I'm trying to download Google's phishing and malware list from their safe browsing API. I want to use the new V3 API.
I was managed to get the redirect URL that makes the list.
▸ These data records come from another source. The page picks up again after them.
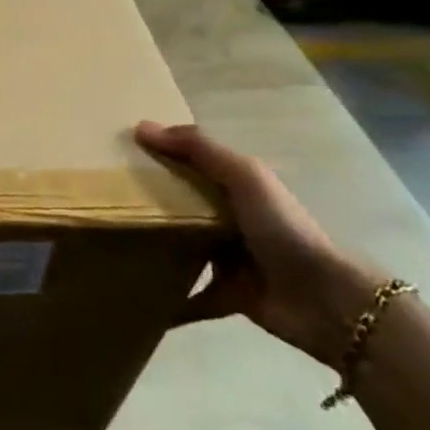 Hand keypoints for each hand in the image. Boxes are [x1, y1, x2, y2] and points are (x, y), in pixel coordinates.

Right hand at [137, 122, 381, 365]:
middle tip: (104, 197)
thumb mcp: (244, 176)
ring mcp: (231, 259)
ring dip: (158, 246)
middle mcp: (232, 218)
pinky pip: (193, 297)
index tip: (118, 152)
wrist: (326, 301)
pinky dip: (171, 302)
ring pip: (185, 247)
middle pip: (184, 204)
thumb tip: (140, 127)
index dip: (161, 154)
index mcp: (237, 186)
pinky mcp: (229, 296)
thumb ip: (198, 148)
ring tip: (115, 241)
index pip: (193, 163)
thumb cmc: (283, 228)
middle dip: (151, 200)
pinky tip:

Here is the response i get:
n:1710
i:googpub-phish-shavar
u:safebrowsing-cache.google.com/safebrowsing/rd/ChRnb29ncHViLXBoaXNoLXNoYXZhcjgBQAJKDAgBEOeYARjqmAEgAUoMCAEQu5gBGOWYASABSgwIARDplwEYuZgBIAFKDAgBENmXARjnlwEgAUoMCAEQxpcBGNeXASABSgwIARDDlwEYxJcBIAFKDAgBELCXARjBlwEgAUoMCAEQgpcBGK6XASABSgwIARD-lgEYgJcBIAFKDAgBEOGWARj8lgEgAUoMCAEQ2pYBGN-WASABSgwIARDQlgEY2JYBIAFKDAgBEMKWARjOlgEgAUoMCAEQvZYBGMCWASABSgwIARC6lgEYu5YBIAFKDAgBELWWARi4lgEgAUoMCAEQsJYBGLOWASABSgwIARCmlgEYrpYBIAFKDAgBEJ6WARihlgEgAUoMCAEQm5YBGJyWASABSgwIARCWlgEYmZYBIAFKDAgBEJOWARiUlgEgAUoMCAEQjZYBGJGWASABSgwIARD-lQEYi5YBIAFKDAgBEPeVARj7lQEgAUoMCAEQ9JUBGPSVASABSgwIARDolQEY8JUBIAFKDAgBEOSVARjmlQEgAUoMCAEQ4JUBGOKVASABSgwIARDYlQEY3JUBIAFKDAgBENGVARjVlQEgAUoMCAEQzZUBGM-VASABSgwIARDIlQEYyZUBIAFKDAgBEMCVARjGlQEgAUoMCAEQvpUBGL6VASABSgwIARC7lQEYvJUBIAFKDAgBELiVARi4lQEgAUoMCAEQs5UBGLaVASABSgwIARCwlQEYsZUBIAFKDAgBEK6VARiulQEgAUoMCAEQqpUBGKyVASABSgwIARCmlQEYqJUBIAFKDAgBEKKVARiilQEgAUoMCAEQnZUBGJ2VASABSgwIARCWlQEYl5UBIAFKDAgBEJSVARiUlQEgAUoMCAEQj5UBGJCVASABSgwIARCNlQEYjZUBIAFKDAgBEIWVARiIlQEgAUoMCAEQgZUBGIOVASABSgwIARD7lAEY_5QBIAFKDAgBEPWUARj4lAEgAUoMCAEQ8JQBGPCUASAB
u:safebrowsing-cache.google.com/safebrowsing/rd/ChRnb29ncHViLXBoaXNoLXNoYXZhcjgBQAJKEAgAEIydExicqRMgASoC0QU
u:safebrowsing-cache.google.com/safebrowsing/rd/ChRnb29ncHViLXBoaXNoLXNoYXZhcjgBQAJKEAgAEMCOExiLnRMgASoC0gg
u:safebrowsing-cache.google.com/safebrowsing/rd/ChRnb29ncHViLXBoaXNoLXNoYXZhcjgBQAJKEAgAEKP-Ehi_jhMgASoC_A4
u:safebrowsing-cache.google.com/safebrowsing/rd/ChRnb29ncHViLXBoaXNoLXNoYXZhcjgBQAJKFAgAENjsEhii_hIgASoGsALLBeMF
u:safebrowsing-cache.google.com/safebrowsing/rd/ChRnb29ncHViLXBoaXNoLXNoYXZhcjgBQAJKIAgAEObcEhjX7BIgASoS0QOuBfQGgwfnCLAJsQmyCd0J
My problems are:
1. How do i save the list in to the DB? Does each row in the chunk file is only hashed or i need to deserialize it using Protocol Buffer?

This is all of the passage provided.